> **What you should do**
Search the data for the string "Amberbrooke" and copy each line where it turns up.

Collected data entries
--*--

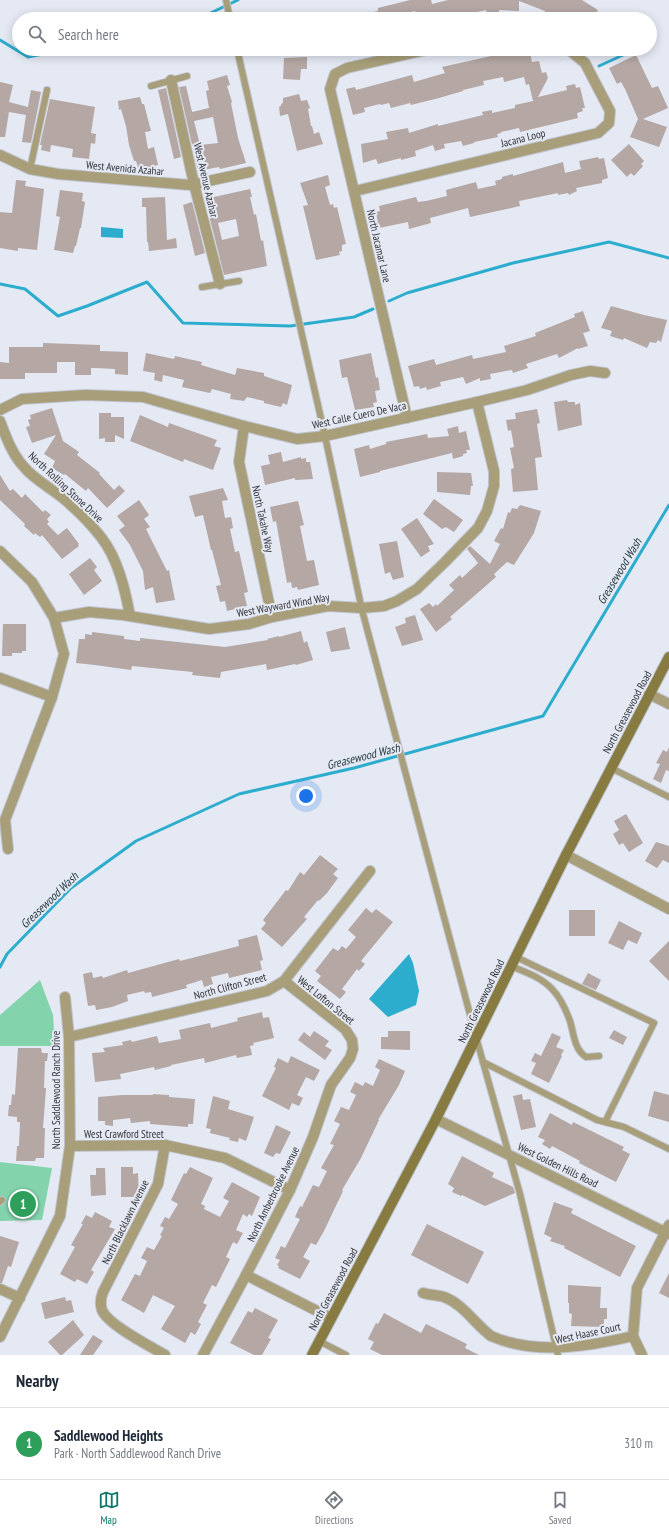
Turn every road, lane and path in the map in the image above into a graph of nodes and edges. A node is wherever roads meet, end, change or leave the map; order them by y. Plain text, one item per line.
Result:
1 (226, 0) edge
2 (229, 12) edge
3 (239, 56) edge
4 (399, 56) edge
5 (576, 56) edge
6 (187, 76) dead end
7 (171, 80) junction
8 (151, 86) dead end
9 (47, 90) dead end
10 (0, 155) edge
11 (30, 169) junction
12 (250, 172) dead end
13 (194, 184) junction
14 (355, 192) junction
15 (239, 280) dead end
16 (220, 284) junction
17 (202, 287) dead end
18 (605, 373) dead end
19 (477, 402) junction
20 (0, 410) edge
21 (407, 418) junction
22 (0, 421) edge
23 (244, 426) junction
24 (326, 436) junction
25 (0, 551) edge
26 (362, 608) junction
27 (130, 616) junction
28 (272, 617) junction
29 (54, 618) junction
30 (669, 657) edge
31 (0, 678) edge
32 (649, 694) junction
33 (52, 697) junction
34 (669, 704) edge
35 (611, 768) junction
36 (669, 797) edge
37 (3, 823) edge
38 (8, 849) dead end
39 (566, 855) junction
40 (370, 871) dead end
41 (669, 909) edge
42 (514, 962) junction
43 (284, 981) junction
44 (64, 997) dead end
45 (69, 1037) junction
46 (476, 1037) junction
47 (355, 1042) joint
48 (599, 1056) dead end
49 (483, 1062) junction
50 (436, 1119) junction
51 (605, 1122) junction
52 (165, 1145) junction
53 (70, 1146) junction
54 (669, 1149) edge
55 (509, 1154) junction
56 (290, 1190) junction
57 (668, 1230) edge
58 (246, 1275) junction
59 (0, 1289) edge
60 (423, 1294) dead end
61 (20, 1298) junction
62 (331, 1318) junction
63 (633, 1336) junction
64 (0, 1337) edge
65 (319, 1341) junction
66 (558, 1354) edge
67 (165, 1355) edge
68 (203, 1355) edge
69 (312, 1355) edge
70 (346, 1355) edge
71 (642, 1355) edge

1 - 2 lane
3 - 24 lane
4 - 14 street, North Jacamar Lane
5 - 14 street, Jacana Loop
6 - 7 lane
7 - 8 lane
7 - 13 street, West Avenue Azahar
9 - 11 lane
10 - 11 street, West Avenida Azahar
11 - 13 street, West Avenida Azahar
12 - 13 street, West Avenida Azahar
13 - 16 street, West Avenue Azahar
14 - 21 street, North Jacamar Lane
15 - 16 lane
16 - 17 lane
18 - 19 street, West Calle Cuero De Vaca
19 - 21 street, West Calle Cuero De Vaca
19 - 26 street, West Wayward Wind Way
20 - 23 street, West Calle Cuero De Vaca
21 - 24 street, West Calle Cuero De Vaca
22 - 27 street, North Rolling Stone Drive
23 - 24 street, West Calle Cuero De Vaca
23 - 28 street, North Takahe Way
24 - 26 lane
25 - 29 street
26 - 28 street, West Wayward Wind Way
26 - 46 lane
27 - 28 street, West Wayward Wind Way
27 - 29 street, West Wayward Wind Way
29 - 33 street
30 - 32 street, North Greasewood Road
31 - 33 street
32 - 34 street
32 - 35 street, North Greasewood Road
33 - 37 street
35 - 36 lane
35 - 39 street, North Greasewood Road
37 - 38 street
39 - 41 street
39 - 42 street, North Greasewood Road
40 - 43 street, North Clifton Street
42 - 46 street, North Greasewood Road
42 - 48 lane
42 - 51 lane
43 - 45 street, North Clifton Street
43 - 47 street, West Lofton Street
44 - 45 street, North Saddlewood Ranch Drive
45 - 53 street, North Saddlewood Ranch Drive
46 - 49 lane
46 - 50 street, North Greasewood Road
47 - 56 street, North Amberbrooke Avenue
49 - 51 lane
49 - 55 lane
50 - 55 street, West Golden Hills Road
50 - 62 street, North Greasewood Road
51 - 54 lane
52 - 53 street, West Crawford Street
52 - 56 street, West Crawford Street
52 - 67 street, North Blacklawn Avenue
53 - 61 street, North Saddlewood Ranch Drive
55 - 57 street, West Golden Hills Road
55 - 66 lane
56 - 58 street, North Amberbrooke Avenue
57 - 63 street
58 - 62 street
58 - 68 street, North Amberbrooke Avenue
59 - 61 street
60 - 66 street, West Haase Court
61 - 64 street, North Saddlewood Ranch Drive
62 - 65 street, North Greasewood Road
63 - 66 street, West Haase Court
63 - 71 street
65 - 69 street, North Greasewood Road
65 - 70 lane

--*--

> **Answer to the exercise**
47 - 56 street, North Amberbrooke Avenue
56 - 58 street, North Amberbrooke Avenue
58 - 68 street, North Amberbrooke Avenue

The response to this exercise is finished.